▶ [THE TASK]: Return the entries exactly. Images are not part of the copy.

☆ ☆ ☆ ☆ ☆

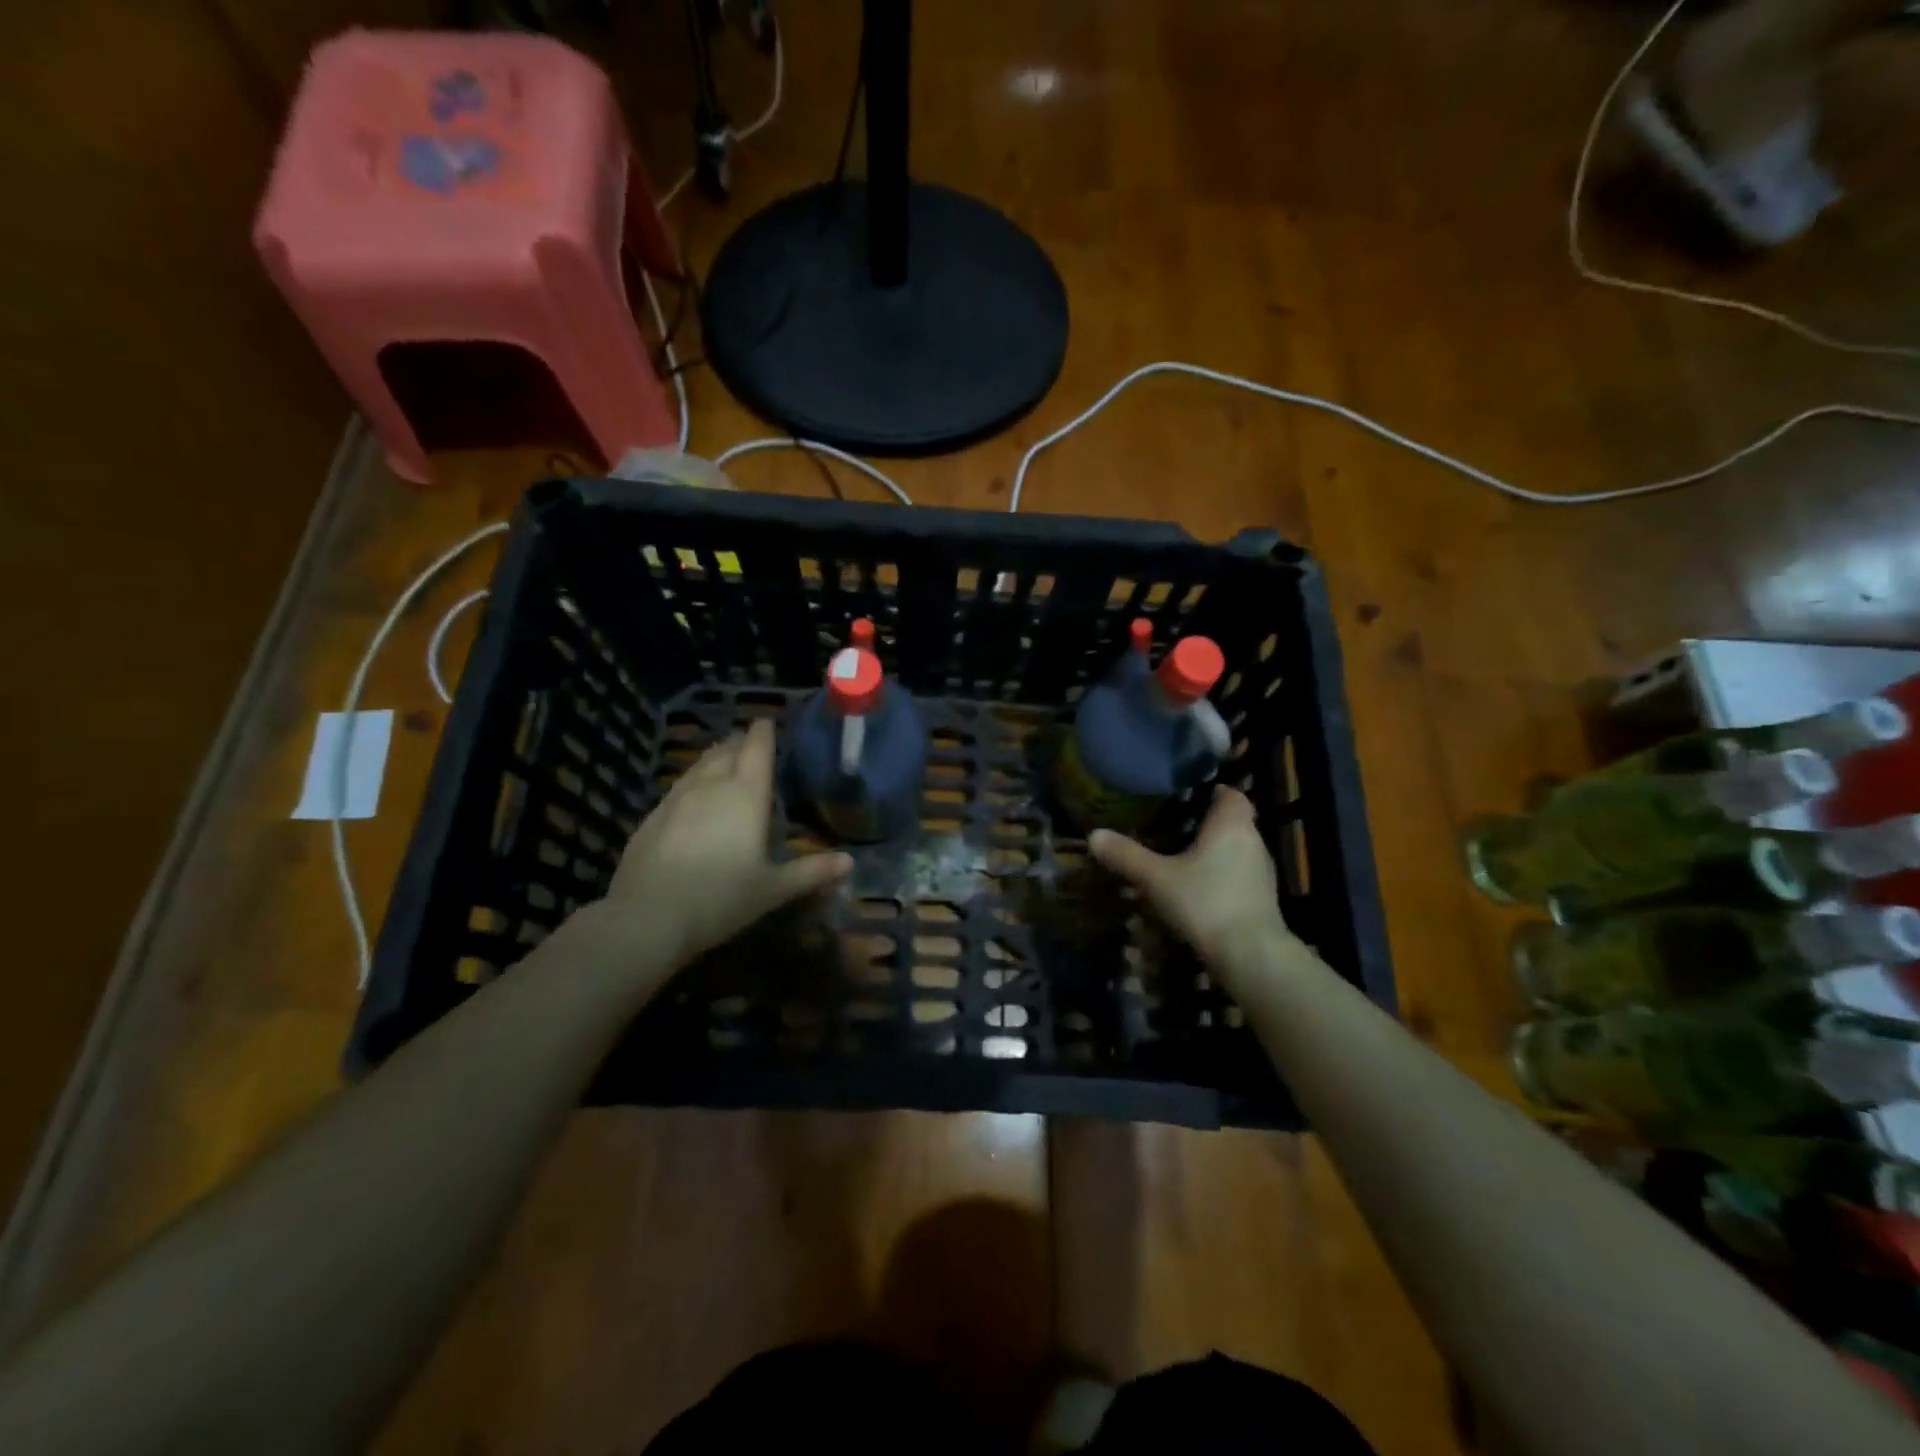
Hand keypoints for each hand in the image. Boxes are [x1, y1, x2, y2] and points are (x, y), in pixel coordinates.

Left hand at [602, 719, 851, 969]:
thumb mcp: (773, 889)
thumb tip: (850, 861)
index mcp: (746, 795)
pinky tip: (691, 796)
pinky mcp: (652, 817)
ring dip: (713, 758)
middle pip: (726, 752)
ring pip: (699, 766)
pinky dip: (692, 782)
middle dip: (739, 743)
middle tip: (748, 741)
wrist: (648, 917)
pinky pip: (678, 787)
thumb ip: (811, 872)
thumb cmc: (721, 898)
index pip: (756, 750)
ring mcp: (676, 799)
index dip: (763, 733)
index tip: (766, 722)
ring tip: (722, 758)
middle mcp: (711, 786)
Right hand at [1089, 788, 1294, 983]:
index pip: (1231, 794)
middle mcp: (1253, 842)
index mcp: (1231, 825)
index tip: (1187, 796)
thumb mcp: (1157, 878)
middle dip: (1207, 823)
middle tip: (1174, 826)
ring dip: (1215, 852)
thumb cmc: (1205, 902)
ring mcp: (1262, 873)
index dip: (1212, 791)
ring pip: (1237, 850)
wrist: (1250, 956)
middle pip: (1233, 821)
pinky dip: (1222, 875)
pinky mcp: (1263, 899)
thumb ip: (1127, 855)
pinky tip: (1198, 889)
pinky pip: (1240, 875)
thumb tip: (1093, 835)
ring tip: (1182, 857)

☆ ☆ ☆ ☆ ☆

▶ [ANSWER AREA]:
Hand keypoints for each hand in the image. Boxes are [x1, y1, x2, y2] and points are (x, y), in pixel coordinates.

Left hand at [602, 719, 851, 969]:
thumb mcp: (773, 889)
thumb tip: (850, 861)
index mcp: (746, 795)
pinky tip: (691, 796)
pinky mcp: (652, 817)
ring dip: (713, 758)
middle pip: (726, 752)
ring pip: (699, 766)
pinky dip: (692, 782)
middle dip: (739, 743)
middle tip: (748, 741)
wrist: (648, 917)
pinky pip: (678, 787)
thumb ip: (811, 872)
thumb cmc: (721, 898)
index pip: (756, 750)
ring mcp: (676, 799)
index dip: (763, 733)
index tip: (766, 722)
ring tip: (722, 758)
middle mcp: (711, 786)
Right hand at [1089, 788, 1294, 983]:
index pip: (1231, 794)
middle mcp: (1253, 842)
index mcp: (1231, 825)
index tip: (1187, 796)
thumb mcp: (1157, 878)
middle dip: (1207, 823)
middle tip: (1174, 826)
ring dip: (1215, 852)
thumb cmc: (1205, 902)
ring mcp: (1262, 873)
index dip: (1212, 791)
ring pip: (1237, 850)
wrist: (1250, 956)
middle pip: (1233, 821)
pinky dip: (1222, 875)
pinky mcp: (1263, 899)
thumb ip: (1127, 855)
pinky tip: (1198, 889)
pinky pip: (1240, 875)
thumb tip: (1093, 835)
ring tip: (1182, 857)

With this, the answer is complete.